Collect all lines containing the word "Bulemba" from the data.

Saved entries
○ ○ ○ ○
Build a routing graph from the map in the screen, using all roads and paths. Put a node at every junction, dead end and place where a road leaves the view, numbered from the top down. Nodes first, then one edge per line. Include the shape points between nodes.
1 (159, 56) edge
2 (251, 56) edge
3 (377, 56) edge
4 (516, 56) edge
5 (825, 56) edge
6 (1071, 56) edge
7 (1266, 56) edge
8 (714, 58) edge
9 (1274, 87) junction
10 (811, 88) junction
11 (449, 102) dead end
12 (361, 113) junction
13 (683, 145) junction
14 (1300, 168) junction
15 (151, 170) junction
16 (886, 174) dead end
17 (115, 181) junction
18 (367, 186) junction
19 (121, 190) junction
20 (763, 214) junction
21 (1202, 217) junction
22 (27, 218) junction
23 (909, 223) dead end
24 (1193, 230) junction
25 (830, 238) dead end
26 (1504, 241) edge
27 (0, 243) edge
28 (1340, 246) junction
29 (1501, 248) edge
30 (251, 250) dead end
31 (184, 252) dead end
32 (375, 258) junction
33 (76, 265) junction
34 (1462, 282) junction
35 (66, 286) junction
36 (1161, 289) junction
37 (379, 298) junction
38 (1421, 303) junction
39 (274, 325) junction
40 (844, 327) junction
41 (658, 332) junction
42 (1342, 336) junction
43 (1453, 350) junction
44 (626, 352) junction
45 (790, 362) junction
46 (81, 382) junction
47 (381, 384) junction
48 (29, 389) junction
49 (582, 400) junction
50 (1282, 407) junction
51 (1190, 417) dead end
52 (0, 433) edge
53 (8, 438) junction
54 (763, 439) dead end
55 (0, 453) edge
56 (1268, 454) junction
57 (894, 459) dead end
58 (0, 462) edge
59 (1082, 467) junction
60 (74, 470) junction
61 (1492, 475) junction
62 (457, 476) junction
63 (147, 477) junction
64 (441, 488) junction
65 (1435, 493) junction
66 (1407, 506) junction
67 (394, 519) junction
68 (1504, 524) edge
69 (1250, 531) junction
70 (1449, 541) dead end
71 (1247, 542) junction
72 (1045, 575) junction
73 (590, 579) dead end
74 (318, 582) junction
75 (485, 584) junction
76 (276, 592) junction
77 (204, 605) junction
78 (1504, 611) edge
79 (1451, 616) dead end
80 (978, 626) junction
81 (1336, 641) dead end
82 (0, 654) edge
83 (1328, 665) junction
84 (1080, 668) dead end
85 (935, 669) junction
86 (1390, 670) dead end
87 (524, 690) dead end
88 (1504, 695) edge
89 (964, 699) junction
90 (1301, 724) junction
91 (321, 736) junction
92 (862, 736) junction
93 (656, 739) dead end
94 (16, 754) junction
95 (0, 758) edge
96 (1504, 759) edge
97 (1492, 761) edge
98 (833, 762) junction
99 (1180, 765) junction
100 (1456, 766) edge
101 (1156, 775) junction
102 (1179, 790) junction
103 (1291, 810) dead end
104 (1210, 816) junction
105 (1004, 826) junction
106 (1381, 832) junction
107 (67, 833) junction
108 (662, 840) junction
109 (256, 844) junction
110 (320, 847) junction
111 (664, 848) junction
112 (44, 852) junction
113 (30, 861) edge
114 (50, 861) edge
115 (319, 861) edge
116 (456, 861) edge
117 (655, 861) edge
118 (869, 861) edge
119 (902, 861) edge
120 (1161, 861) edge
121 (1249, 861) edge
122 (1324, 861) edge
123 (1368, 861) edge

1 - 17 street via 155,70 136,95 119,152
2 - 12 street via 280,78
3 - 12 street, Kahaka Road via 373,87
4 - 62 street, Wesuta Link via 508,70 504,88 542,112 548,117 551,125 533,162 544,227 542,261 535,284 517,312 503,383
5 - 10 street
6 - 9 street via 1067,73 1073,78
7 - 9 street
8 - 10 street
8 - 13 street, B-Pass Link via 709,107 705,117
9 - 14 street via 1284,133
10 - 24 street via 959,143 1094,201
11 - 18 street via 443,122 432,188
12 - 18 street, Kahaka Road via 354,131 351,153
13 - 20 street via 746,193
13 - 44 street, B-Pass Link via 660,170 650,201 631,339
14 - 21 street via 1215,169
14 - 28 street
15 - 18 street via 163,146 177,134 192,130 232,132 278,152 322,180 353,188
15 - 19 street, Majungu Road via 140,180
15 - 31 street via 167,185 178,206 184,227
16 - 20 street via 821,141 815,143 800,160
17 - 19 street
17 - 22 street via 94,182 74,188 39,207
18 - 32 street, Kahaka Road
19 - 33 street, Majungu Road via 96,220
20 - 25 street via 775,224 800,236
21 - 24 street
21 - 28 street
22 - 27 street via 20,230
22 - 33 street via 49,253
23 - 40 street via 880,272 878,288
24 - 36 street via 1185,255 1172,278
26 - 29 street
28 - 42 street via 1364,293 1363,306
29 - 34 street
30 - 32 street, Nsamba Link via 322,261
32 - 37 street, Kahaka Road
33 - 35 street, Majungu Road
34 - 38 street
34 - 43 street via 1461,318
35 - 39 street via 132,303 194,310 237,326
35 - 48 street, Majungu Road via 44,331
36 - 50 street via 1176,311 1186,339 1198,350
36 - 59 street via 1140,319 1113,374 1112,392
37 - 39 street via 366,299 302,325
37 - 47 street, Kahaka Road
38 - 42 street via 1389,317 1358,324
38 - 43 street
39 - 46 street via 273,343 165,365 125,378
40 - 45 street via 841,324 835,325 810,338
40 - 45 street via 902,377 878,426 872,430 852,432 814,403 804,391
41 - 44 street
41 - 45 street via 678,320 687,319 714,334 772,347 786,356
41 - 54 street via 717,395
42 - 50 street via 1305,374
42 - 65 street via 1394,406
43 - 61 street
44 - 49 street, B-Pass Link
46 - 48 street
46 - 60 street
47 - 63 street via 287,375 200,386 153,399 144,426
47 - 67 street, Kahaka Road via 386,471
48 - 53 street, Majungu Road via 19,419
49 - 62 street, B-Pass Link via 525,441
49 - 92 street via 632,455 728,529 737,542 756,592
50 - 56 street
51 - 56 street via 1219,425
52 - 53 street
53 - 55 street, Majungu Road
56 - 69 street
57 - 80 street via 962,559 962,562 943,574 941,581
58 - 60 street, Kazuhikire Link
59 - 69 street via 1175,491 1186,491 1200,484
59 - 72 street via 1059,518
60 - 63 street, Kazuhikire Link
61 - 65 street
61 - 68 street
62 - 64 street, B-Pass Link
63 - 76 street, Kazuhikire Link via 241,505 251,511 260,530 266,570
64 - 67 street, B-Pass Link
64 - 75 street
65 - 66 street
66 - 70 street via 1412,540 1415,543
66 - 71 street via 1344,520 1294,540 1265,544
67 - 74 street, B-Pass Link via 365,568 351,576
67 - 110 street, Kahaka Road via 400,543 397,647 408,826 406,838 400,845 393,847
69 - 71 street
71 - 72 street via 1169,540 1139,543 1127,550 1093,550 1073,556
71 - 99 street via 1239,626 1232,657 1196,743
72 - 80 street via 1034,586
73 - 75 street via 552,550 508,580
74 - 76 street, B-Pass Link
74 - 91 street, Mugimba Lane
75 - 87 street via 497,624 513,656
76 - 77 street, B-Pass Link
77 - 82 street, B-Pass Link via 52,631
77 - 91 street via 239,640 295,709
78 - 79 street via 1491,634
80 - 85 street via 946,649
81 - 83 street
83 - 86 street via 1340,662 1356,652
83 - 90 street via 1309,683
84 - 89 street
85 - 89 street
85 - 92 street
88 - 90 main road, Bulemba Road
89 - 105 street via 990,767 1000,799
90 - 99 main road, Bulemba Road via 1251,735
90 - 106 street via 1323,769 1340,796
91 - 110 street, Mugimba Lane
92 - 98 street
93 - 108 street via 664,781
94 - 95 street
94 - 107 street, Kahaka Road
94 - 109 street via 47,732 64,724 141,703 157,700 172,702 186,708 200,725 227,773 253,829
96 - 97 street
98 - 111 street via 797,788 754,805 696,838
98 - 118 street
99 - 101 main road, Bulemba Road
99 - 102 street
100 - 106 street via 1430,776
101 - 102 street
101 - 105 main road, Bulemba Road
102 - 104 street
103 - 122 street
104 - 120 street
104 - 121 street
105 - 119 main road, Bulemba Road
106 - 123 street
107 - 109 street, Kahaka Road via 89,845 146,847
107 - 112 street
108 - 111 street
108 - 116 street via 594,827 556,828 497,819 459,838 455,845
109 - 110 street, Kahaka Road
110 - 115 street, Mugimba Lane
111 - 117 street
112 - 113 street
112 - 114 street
○ ○ ○ ○
- TASK RESULT
88 - 90 main road, Bulemba Road
90 - 99 main road, Bulemba Road via 1251,735
99 - 101 main road, Bulemba Road
101 - 105 main road, Bulemba Road
105 - 119 main road, Bulemba Road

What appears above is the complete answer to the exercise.